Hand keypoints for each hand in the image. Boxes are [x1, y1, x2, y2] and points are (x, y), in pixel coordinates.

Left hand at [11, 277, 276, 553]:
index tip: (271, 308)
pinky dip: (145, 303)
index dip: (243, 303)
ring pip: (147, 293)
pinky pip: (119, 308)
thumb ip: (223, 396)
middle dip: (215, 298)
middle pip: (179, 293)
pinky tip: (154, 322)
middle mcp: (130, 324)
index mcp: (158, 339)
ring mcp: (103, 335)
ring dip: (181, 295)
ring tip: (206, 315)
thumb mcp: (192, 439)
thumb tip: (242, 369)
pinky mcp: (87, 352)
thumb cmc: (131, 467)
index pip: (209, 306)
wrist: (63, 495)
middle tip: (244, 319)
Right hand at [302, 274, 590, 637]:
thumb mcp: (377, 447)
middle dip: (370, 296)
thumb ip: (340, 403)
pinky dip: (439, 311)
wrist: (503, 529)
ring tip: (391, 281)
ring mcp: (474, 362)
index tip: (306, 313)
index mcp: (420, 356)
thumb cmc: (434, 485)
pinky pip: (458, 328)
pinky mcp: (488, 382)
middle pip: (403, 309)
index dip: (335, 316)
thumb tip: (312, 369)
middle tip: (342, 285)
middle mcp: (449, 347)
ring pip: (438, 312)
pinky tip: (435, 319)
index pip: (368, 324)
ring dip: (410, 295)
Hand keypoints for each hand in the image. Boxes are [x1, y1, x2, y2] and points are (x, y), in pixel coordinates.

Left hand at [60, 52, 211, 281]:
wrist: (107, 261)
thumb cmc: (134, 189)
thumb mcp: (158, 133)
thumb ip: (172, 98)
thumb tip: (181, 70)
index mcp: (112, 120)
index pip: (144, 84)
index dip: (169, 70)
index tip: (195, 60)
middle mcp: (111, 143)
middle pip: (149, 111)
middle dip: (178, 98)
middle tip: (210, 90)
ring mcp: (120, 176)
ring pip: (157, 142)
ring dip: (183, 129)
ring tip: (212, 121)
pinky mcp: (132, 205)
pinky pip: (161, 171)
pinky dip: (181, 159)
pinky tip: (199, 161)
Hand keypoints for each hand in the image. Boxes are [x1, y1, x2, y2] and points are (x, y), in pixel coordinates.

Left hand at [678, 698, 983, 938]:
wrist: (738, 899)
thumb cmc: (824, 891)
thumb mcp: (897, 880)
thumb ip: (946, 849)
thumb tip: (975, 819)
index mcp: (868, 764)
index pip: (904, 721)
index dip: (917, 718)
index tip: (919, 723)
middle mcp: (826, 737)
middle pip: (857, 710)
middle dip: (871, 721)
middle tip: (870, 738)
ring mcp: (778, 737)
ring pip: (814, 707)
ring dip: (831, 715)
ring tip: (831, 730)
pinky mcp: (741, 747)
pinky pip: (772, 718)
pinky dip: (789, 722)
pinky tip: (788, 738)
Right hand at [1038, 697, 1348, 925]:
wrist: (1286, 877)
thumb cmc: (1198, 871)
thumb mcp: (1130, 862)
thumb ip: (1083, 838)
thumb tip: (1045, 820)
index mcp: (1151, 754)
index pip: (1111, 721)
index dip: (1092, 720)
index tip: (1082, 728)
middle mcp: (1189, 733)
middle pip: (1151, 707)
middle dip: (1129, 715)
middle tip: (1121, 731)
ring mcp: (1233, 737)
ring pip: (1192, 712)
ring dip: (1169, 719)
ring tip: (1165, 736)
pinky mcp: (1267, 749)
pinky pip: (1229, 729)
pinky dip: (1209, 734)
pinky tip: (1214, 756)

**What you will do:**
Please write out, exactly as they appear above, only the lines in the stretch from the line with "wrist: (63, 495)" through the line with "pinky tip: (199, 161)".

**Answer to the exercise:**
wrist: (63, 495)
middle tip: (244, 319)
Right hand at [302, 274, 590, 637]:
thumb mcp: (377, 447)
middle dip: (370, 296)
thumb ip: (340, 403)
pinky dip: (439, 311)
wrist: (503, 529)
ring tip: (391, 281)
ring mcp: (474, 362)
index tip: (306, 313)
index mcp: (420, 356)
thumb cmc: (434, 485)
pinky pip: (458, 328)
pinky mcp: (488, 382)
middle pip: (403, 309)
index dip: (335, 316)
thumb tip: (312, 369)
middle tip: (342, 285)
middle mcp: (449, 347)
ring pip: (438, 312)
pinky tip: (435, 319)
index pip: (368, 324)
ring dip: (410, 295)
Hand keypoints for each hand in the image. Boxes are [x1, y1, x2, y2] and points are (x, y), in pixel coordinates.

Left hand at [60, 52, 211, 281]:
wrist: (107, 261)
thumb cmc: (134, 189)
thumb mcp: (158, 133)
thumb ip: (172, 98)
thumb tip: (181, 70)
index mcp: (112, 120)
index pip: (144, 84)
index dip: (169, 70)
index tip: (195, 60)
middle mcp: (111, 143)
middle pip: (149, 111)
middle dip: (178, 98)
middle tip: (210, 90)
ring mcp: (120, 176)
ring pip: (157, 142)
ring dip: (183, 129)
ring tip: (212, 121)
pinky mcp: (132, 205)
pinky pip: (161, 171)
pinky dip: (181, 159)
pinky tip: (199, 161)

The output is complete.